Title: Blood and Ice
Character/s: Gwaine, Arthur, Merlin
Summary: Gwaine just got a promotion.
Word Count: 571
The snow at Rosserham was a churned, crimson slush by the time the winter sun set. Camelot’s knights had fought more than men, and human blood mixed with monster in the ice. Gwaine felt as though he’d been trying to catch his breath for hours. He should have slumped over as soon as the frenzy slowed. His sword arm should have dropped. The hoary salt-smell of the freezing sea should have washed over him.
Yet his strokes never slowed. Even as the other knights fell around him, even as he whirled on their killers, driving his blade ever forward until he had to run, leaping over the moaning dead, to find fresh bodies to eviscerate - he did not hesitate. He kept moving long after all his enemies and allies had stilled. He ran, seeing nothing, until he reached the rimed crag where the last flash of Excalibur had split the gathering clouds.
His ribs felt like they would burst from his chest, while his extremities were curiously numb. Nevertheless, he scaled the northern face of the crag, climbing like a demon. Had he remembered to sheathe his sword? He must have - something metal-cold and weighty was banging against his legs with every stretch and twist. He scrabbled for handholds, digging into the ice with his bootspurs. If not for the two stone of mail on his shoulders, he would have been able to sprint up the hill. As it was, he scratched and scrabbled like an enraged spider, never slowing until he finally reached the top.
It was a tableau that would have done Geoffrey proud: a bloodied Arthur stood poised above his one-time manservant. His blood-etched sword somehow caught the dying light of the sun. Gwaine fancied he could feel the enchantment on the blade, like a heat against his skin. Merlin lay before his king, senseless and alone. Arthur’s eyes were agony, but the blade was moving.

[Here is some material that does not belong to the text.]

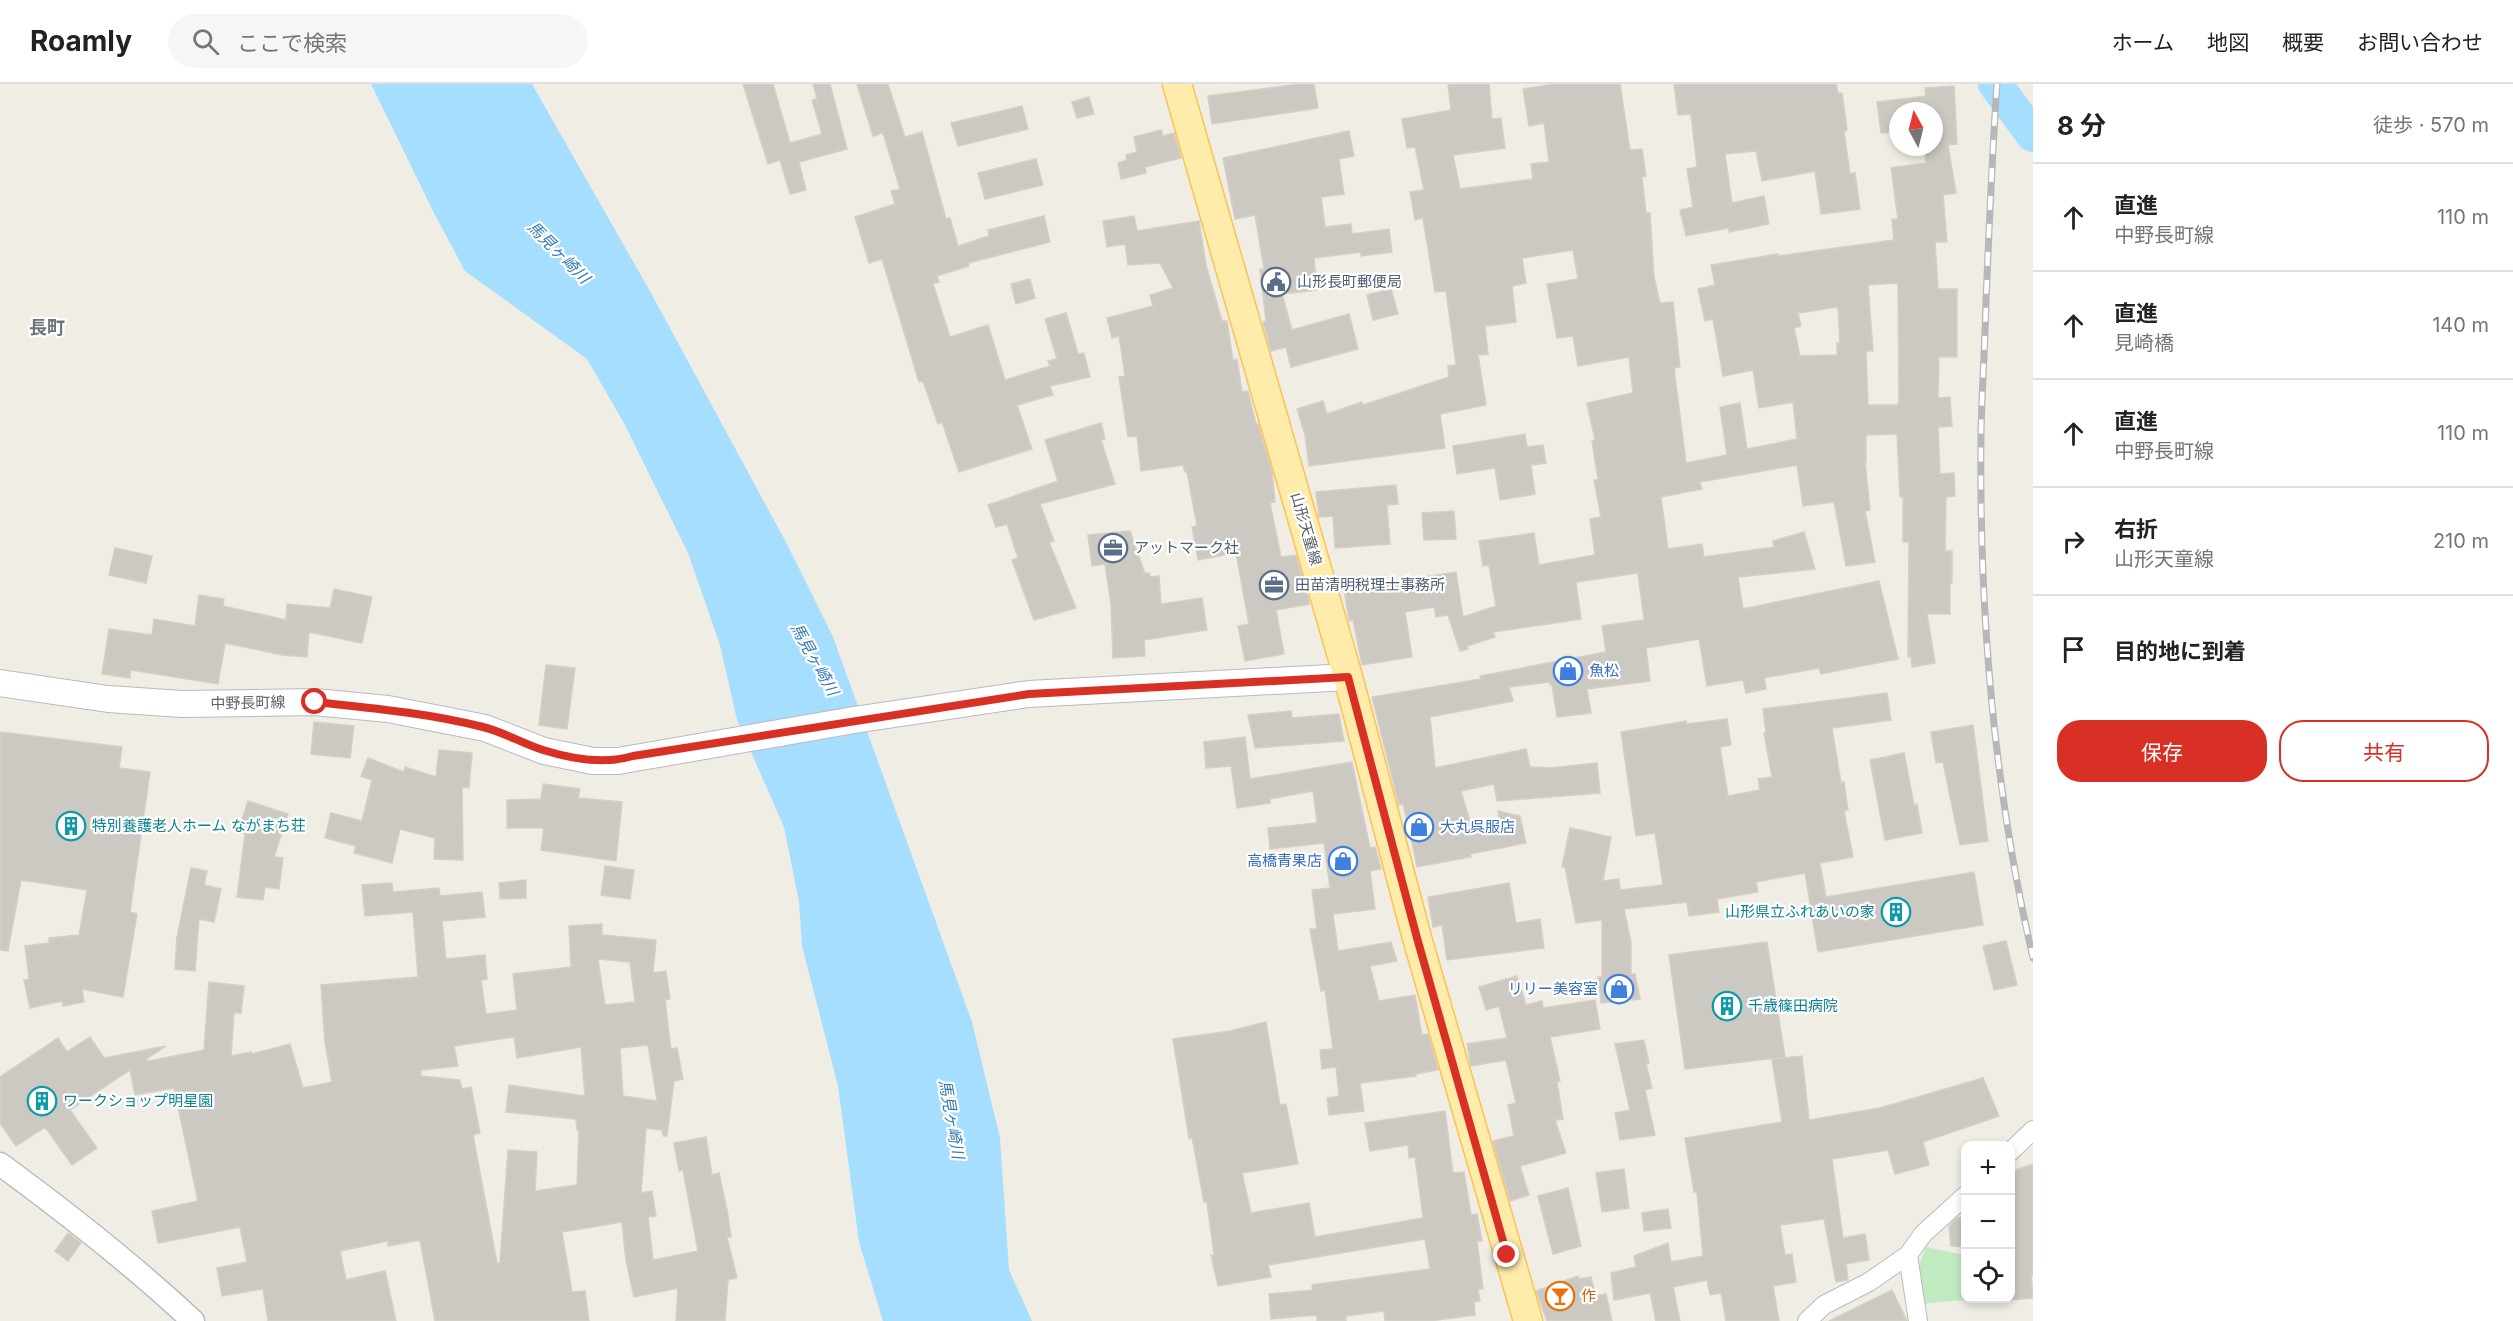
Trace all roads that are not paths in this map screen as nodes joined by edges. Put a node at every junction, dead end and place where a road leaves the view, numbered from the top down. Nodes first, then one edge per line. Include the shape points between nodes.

For once, it didn’t occur to Gwaine to say anything. He just leapt forward, gasping in the thin, frigid air, drawing his sword as he went. It was the well-crafted blade of a Knight of Camelot, as fine a weapon as any in the kingdom.
Gwaine turned his head reflexively as the razor remnants of his weapon screamed past his face, still singing with the force of the blow that had shattered them. He felt the warmth of blood on his face, and then the hammer-strike of Arthur’s sword hitting his plate-clad arm. He twisted slightly so that the weapon would skid down his arm rather than bite right through it.
Then he clobbered the King of Camelot.
It was the last of his effort. When Arthur rose once more, Gwaine did not get up. Arthur could have simply finished what he was about. Instead, he looked at his most irreverent knight, almost deferent. His next words were anything but.
“You’re out of line, Gwaine.”
“Only the First Knight of Camelot can-”
“Look around you, princess.” Arthur did, almost despite himself. They were surrounded by the killing fields. Only the crows were stirring now. “By your own decree, I am the First Knight. And the only.”
Arthur closed his eyes. The sword fell from his nerveless hands, striking the stone below with a heavy, implacable finality. “Is this how Albion dies?” he whispered.
“No, mate,” Gwaine ground out. “This is how it begins.”